## ACTIVITY
Every entry below should be transcribed exactly; pictures stay out of the copy.

## RECORDED DATA
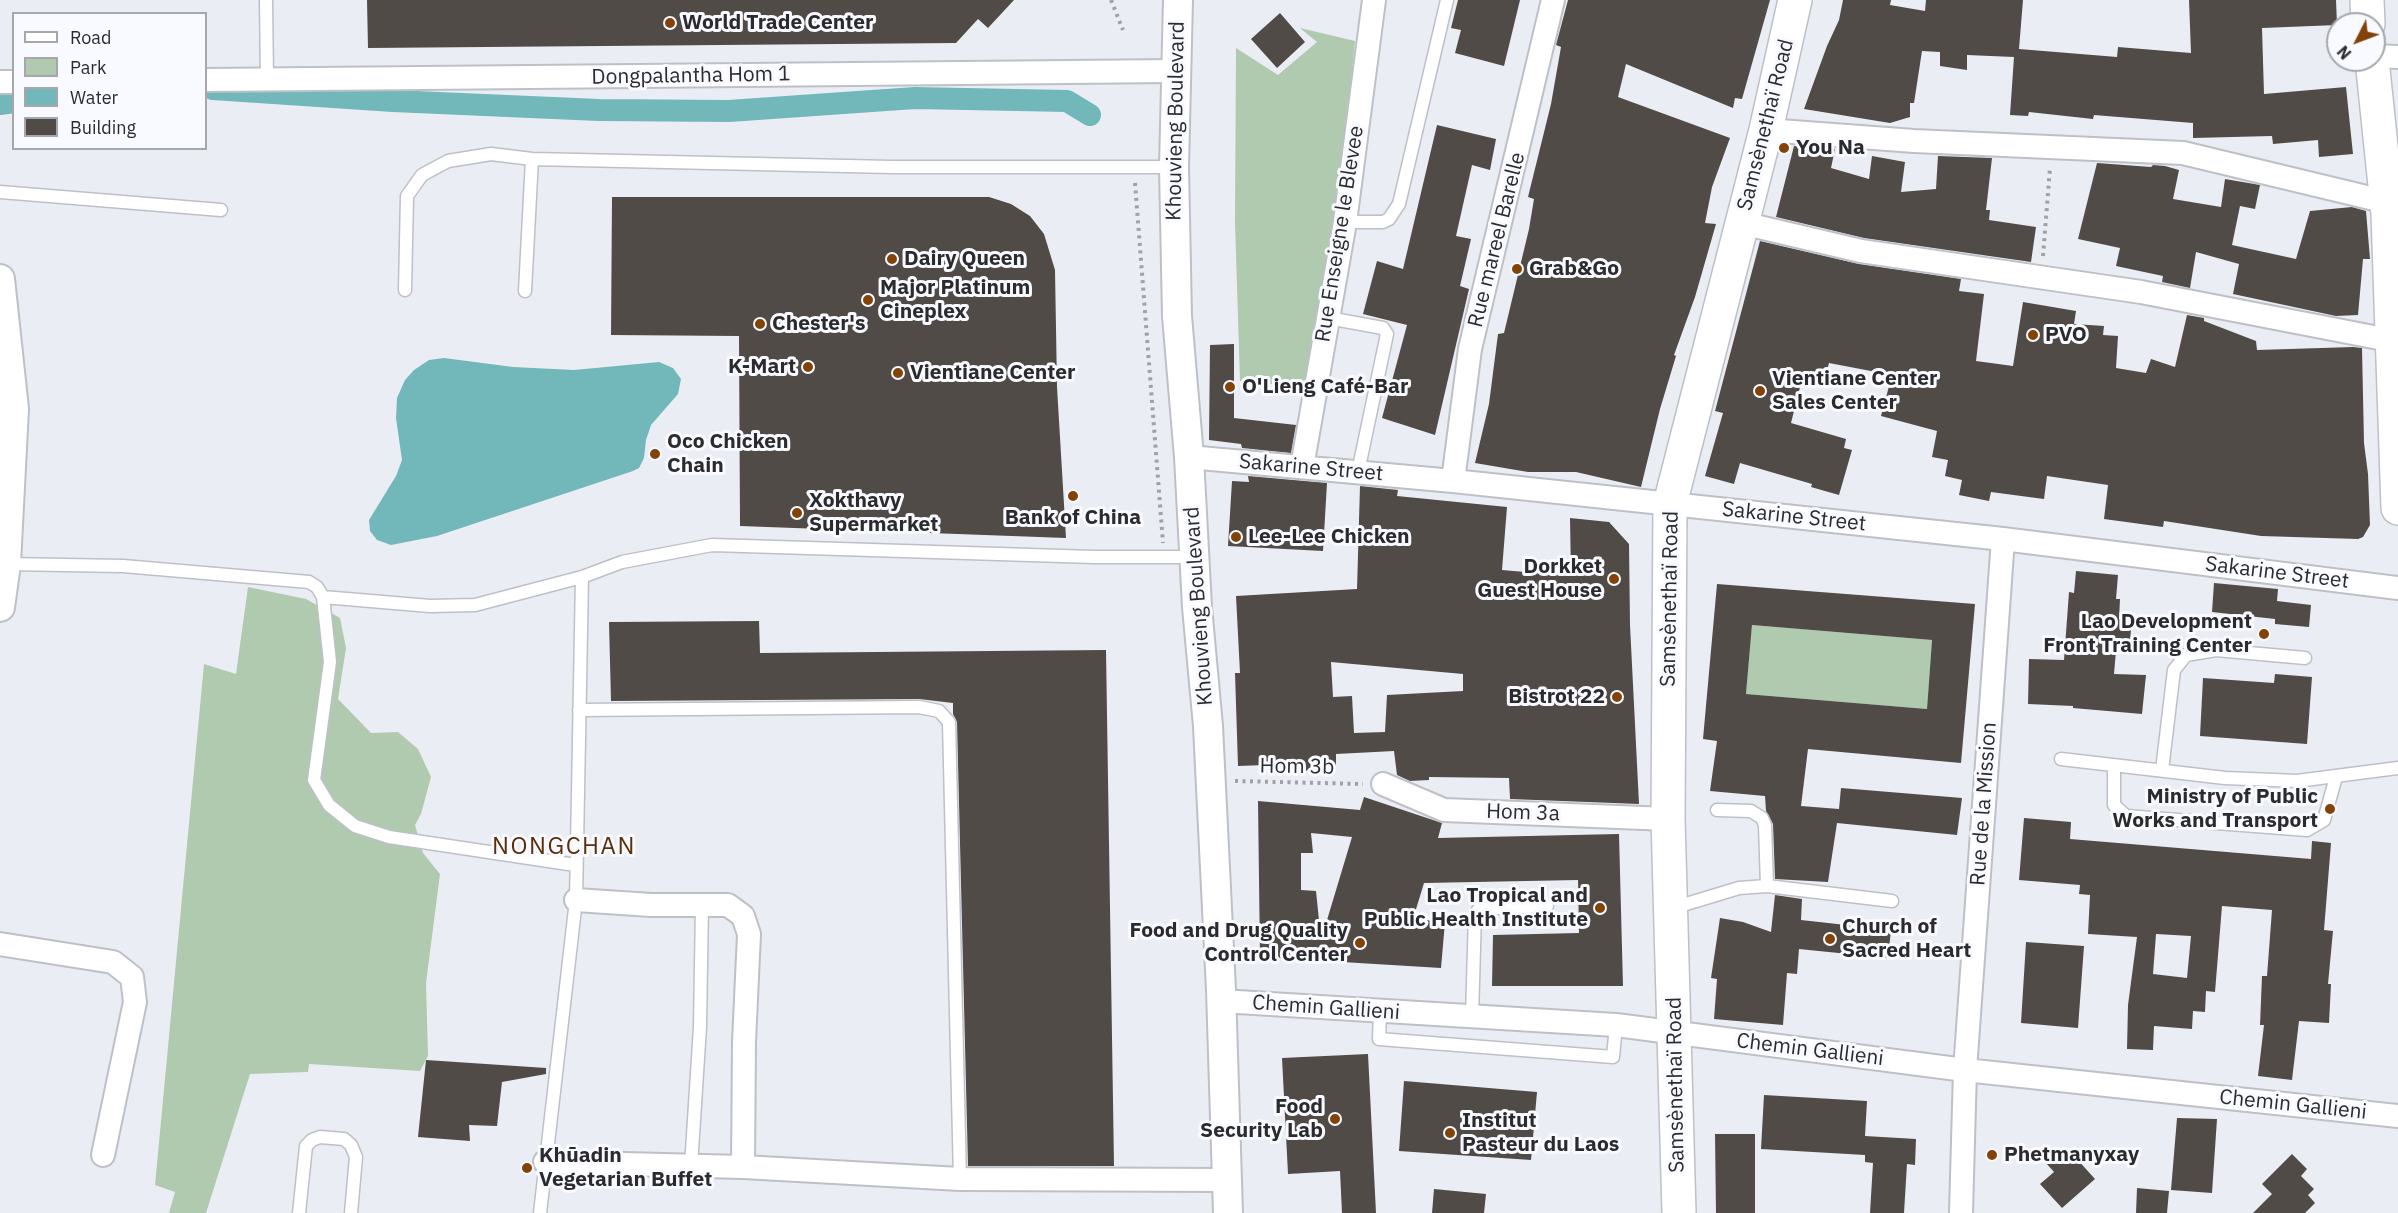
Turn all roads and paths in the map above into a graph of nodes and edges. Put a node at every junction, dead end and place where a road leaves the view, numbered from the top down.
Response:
1 (266, 0) edge
2 (1111, 0) edge
3 (1178, 0) edge
4 (1374, 0) edge
5 (1447, 0) edge
6 (1553, 0) edge
7 (1796, 0) edge
8 (1123, 30) dead end
9 (1176, 71) junction
10 (2375, 72) edge
11 (207, 80) edge
12 (267, 80) junction
13 (1766, 130) junction
14 (2051, 147) junction
15 (532, 159) junction
16 (1133, 167) junction
17 (1174, 167) junction
18 (0, 192) edge
19 (221, 210) dead end
20 (2391, 211) edge
21 (1345, 222) junction
22 (1742, 223) junction
23 (2042, 278) junction
24 (0, 279) edge
25 (405, 290) dead end
26 (525, 291) dead end
27 (1328, 318) junction
28 (2394, 341) junction
29 (7, 411) edge
30 (1189, 457) junction
31 (1302, 467) junction
32 (1358, 472) junction
33 (1453, 481) junction
34 (1670, 504) junction
35 (2398, 508) edge
36 (2003, 539) junction
37 (1164, 557) junction
38 (1195, 557) junction
39 (6, 564) junction
40 (582, 576) junction
41 (2398, 588) edge
42 (323, 597) junction
43 (0, 608) edge
44 (2305, 658) dead end
45 (579, 710) junction
46 (2061, 759) dead end
47 (2114, 765) junction
48 (2398, 768) edge
49 (2162, 770) junction
50 (2336, 777) junction
51 (1210, 781) junction
52 (1383, 784) joint
53 (1717, 810) dead end
54 (1668, 819) junction
55 (575, 865) junction
56 (1767, 886) junction
57 (576, 900) junction
58 (1892, 902) dead end
59 (702, 905) junction
60 (1547, 906) dead end
61 (1672, 908) junction
62 (0, 944) edge
63 (1221, 1001) junction
64 (1380, 1011) junction
65 (1472, 1017) junction
66 (1616, 1026) junction
67 (1674, 1032) junction
68 (1965, 1070) junction
69 (2398, 1116) edge
70 (103, 1155) dead end
71 (545, 1162) junction
72 (691, 1166) junction
73 (743, 1167) junction
74 (960, 1179) junction
75 (1227, 1180) junction
76 (299, 1213) edge
77 (351, 1213) edge
78 (540, 1213) edge
79 (1228, 1213) edge
80 (1679, 1213) edge
81 (1961, 1213) edge

1 - 12 lane
2 - 8 path
3 - 9 street, Khouvieng Boulevard
4 - 21 street, Rue Enseigne le Blevee
5 - 21 lane
6 - 33 street, Rue mareel Barelle
7 - 13 main road, Samsènethaï Road
9 - 12 street, Dongpalantha Hom 1
9 - 17 street, Khouvieng Boulevard
10 - 20 main road
11 - 12 street, Dongpalantha Hom 1
13 - 14 street
13 - 22 main road, Samsènethaï Road
14 - 20 street
14 - 23 path
15 - 16 lane
15 - 25 lane
15 - 26 lane
16 - 17 lane
16 - 37 path
17 - 30 street, Khouvieng Boulevard
18 - 19 lane
20 - 28 main road
21 - 27 street, Rue Enseigne le Blevee
22 - 23 street
22 - 34 main road, Samsènethaï Road
23 - 28 street
24 - 29 street
27 - 31 street, Rue Enseigne le Blevee
27 - 32 lane
28 - 35 main road
29 - 39 street
30 - 31 street, Sakarine Street
30 - 38 street, Khouvieng Boulevard
31 - 32 street, Sakarine Street
32 - 33 street, Sakarine Street
33 - 34 street, Sakarine Street
34 - 36 street, Sakarine Street
34 - 54 main road, Samsènethaï Road
36 - 41 street, Sakarine Street
36 - 68 street, Rue de la Mission
37 - 38 lane
37 - 40 lane
38 - 51 street, Khouvieng Boulevard
39 - 42 lane
39 - 43 street
40 - 42 lane
40 - 45 lane
42 - 55 lane
44 - 49 lane
45 - 55 lane
45 - 74 lane
46 - 47 lane
47 - 49 lane
47 - 50 lane
48 - 50 lane
49 - 50 lane
51 - 52 path, Hom 3b
51 - 63 street, Khouvieng Boulevard
52 - 54 street, Hom 3a
53 - 56 lane
54 - 61 main road, Samsènethaï Road
55 - 57 lane
56 - 58 lane
56 - 61 lane
57 - 59 street
57 - 71 lane
59 - 72 lane
59 - 73 street
60 - 65 lane
61 - 67 main road, Samsènethaï Road
62 - 70 street
63 - 64 street, Chemin Gallieni
63 - 75 street, Khouvieng Boulevard
64 - 65 street, Chemin Gallieni
64 - 66 lane
65 - 66 street, Chemin Gallieni
66 - 67 street, Chemin Gallieni
67 - 68 street, Chemin Gallieni
67 - 80 main road, Samsènethaï Road
68 - 69 street, Chemin Gallieni
68 - 81 street, Rue de la Mission
71 - 72 street
71 - 78 lane
72 - 73 street
73 - 74 street
74 - 75 street
75 - 79 street, Khouvieng Boulevard
76 - 77 lane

## PROBLEM SOLUTION
Turn all roads and paths in the map above into a graph of nodes and edges. Put a node at every junction, dead end and place where a road leaves the view, numbered from the top down.
Response:
1 (266, 0) edge
2 (1111, 0) edge
3 (1178, 0) edge
4 (1374, 0) edge
5 (1447, 0) edge
6 (1553, 0) edge
7 (1796, 0) edge
8 (1123, 30) dead end
9 (1176, 71) junction
10 (2375, 72) edge
11 (207, 80) edge
12 (267, 80) junction
13 (1766, 130) junction
14 (2051, 147) junction
15 (532, 159) junction
16 (1133, 167) junction
17 (1174, 167) junction
18 (0, 192) edge
19 (221, 210) dead end
20 (2391, 211) edge
21 (1345, 222) junction
22 (1742, 223) junction
23 (2042, 278) junction
24 (0, 279) edge
25 (405, 290) dead end
26 (525, 291) dead end
27 (1328, 318) junction
28 (2394, 341) junction
29 (7, 411) edge
30 (1189, 457) junction
31 (1302, 467) junction
32 (1358, 472) junction
33 (1453, 481) junction
34 (1670, 504) junction
35 (2398, 508) edge
36 (2003, 539) junction
37 (1164, 557) junction
38 (1195, 557) junction
39 (6, 564) junction
40 (582, 576) junction
41 (2398, 588) edge
42 (323, 597) junction
43 (0, 608) edge
44 (2305, 658) dead end
45 (579, 710) junction
46 (2061, 759) dead end
47 (2114, 765) junction
48 (2398, 768) edge
49 (2162, 770) junction
50 (2336, 777) junction
51 (1210, 781) junction
52 (1383, 784) joint
53 (1717, 810) dead end
54 (1668, 819) junction
55 (575, 865) junction
56 (1767, 886) junction
57 (576, 900) junction
58 (1892, 902) dead end
59 (702, 905) junction
60 (1547, 906) dead end
61 (1672, 908) junction
62 (0, 944) edge
63 (1221, 1001) junction
64 (1380, 1011) junction
65 (1472, 1017) junction
66 (1616, 1026) junction
67 (1674, 1032) junction
68 (1965, 1070) junction
69 (2398, 1116) edge
70 (103, 1155) dead end
71 (545, 1162) junction
72 (691, 1166) junction
73 (743, 1167) junction
74 (960, 1179) junction
75 (1227, 1180) junction
76 (299, 1213) edge
77 (351, 1213) edge
78 (540, 1213) edge
79 (1228, 1213) edge
80 (1679, 1213) edge
81 (1961, 1213) edge

1 - 12 lane
2 - 8 path
3 - 9 street, Khouvieng Boulevard
4 - 21 street, Rue Enseigne le Blevee
5 - 21 lane
6 - 33 street, Rue mareel Barelle
7 - 13 main road, Samsènethaï Road
9 - 12 street, Dongpalantha Hom 1
9 - 17 street, Khouvieng Boulevard
10 - 20 main road
11 - 12 street, Dongpalantha Hom 1
13 - 14 street
13 - 22 main road, Samsènethaï Road
14 - 20 street
14 - 23 path
15 - 16 lane
15 - 25 lane
15 - 26 lane
16 - 17 lane
16 - 37 path
17 - 30 street, Khouvieng Boulevard
18 - 19 lane
20 - 28 main road
21 - 27 street, Rue Enseigne le Blevee
22 - 23 street
22 - 34 main road, Samsènethaï Road
23 - 28 street
24 - 29 street
27 - 31 street, Rue Enseigne le Blevee
27 - 32 lane
28 - 35 main road
29 - 39 street
30 - 31 street, Sakarine Street
30 - 38 street, Khouvieng Boulevard
31 - 32 street, Sakarine Street
32 - 33 street, Sakarine Street
33 - 34 street, Sakarine Street
34 - 36 street, Sakarine Street
34 - 54 main road, Samsènethaï Road
36 - 41 street, Sakarine Street
36 - 68 street, Rue de la Mission
37 - 38 lane
37 - 40 lane
38 - 51 street, Khouvieng Boulevard
39 - 42 lane
39 - 43 street
40 - 42 lane
40 - 45 lane
42 - 55 lane
44 - 49 lane
45 - 55 lane
45 - 74 lane
46 - 47 lane
47 - 49 lane
47 - 50 lane
48 - 50 lane
49 - 50 lane
51 - 52 path, Hom 3b
51 - 63 street, Khouvieng Boulevard
52 - 54 street, Hom 3a
53 - 56 lane
54 - 61 main road, Samsènethaï Road
55 - 57 lane
56 - 58 lane
56 - 61 lane
57 - 59 street
57 - 71 lane
59 - 72 lane
59 - 73 street
60 - 65 lane
61 - 67 main road, Samsènethaï Road
62 - 70 street
63 - 64 street, Chemin Gallieni
63 - 75 street, Khouvieng Boulevard
64 - 65 street, Chemin Gallieni
64 - 66 lane
65 - 66 street, Chemin Gallieni
66 - 67 street, Chemin Gallieni
67 - 68 street, Chemin Gallieni
67 - 80 main road, Samsènethaï Road
68 - 69 street, Chemin Gallieni
68 - 81 street, Rue de la Mission
71 - 72 street
71 - 78 lane
72 - 73 street
73 - 74 street
74 - 75 street
75 - 79 street, Khouvieng Boulevard
76 - 77 lane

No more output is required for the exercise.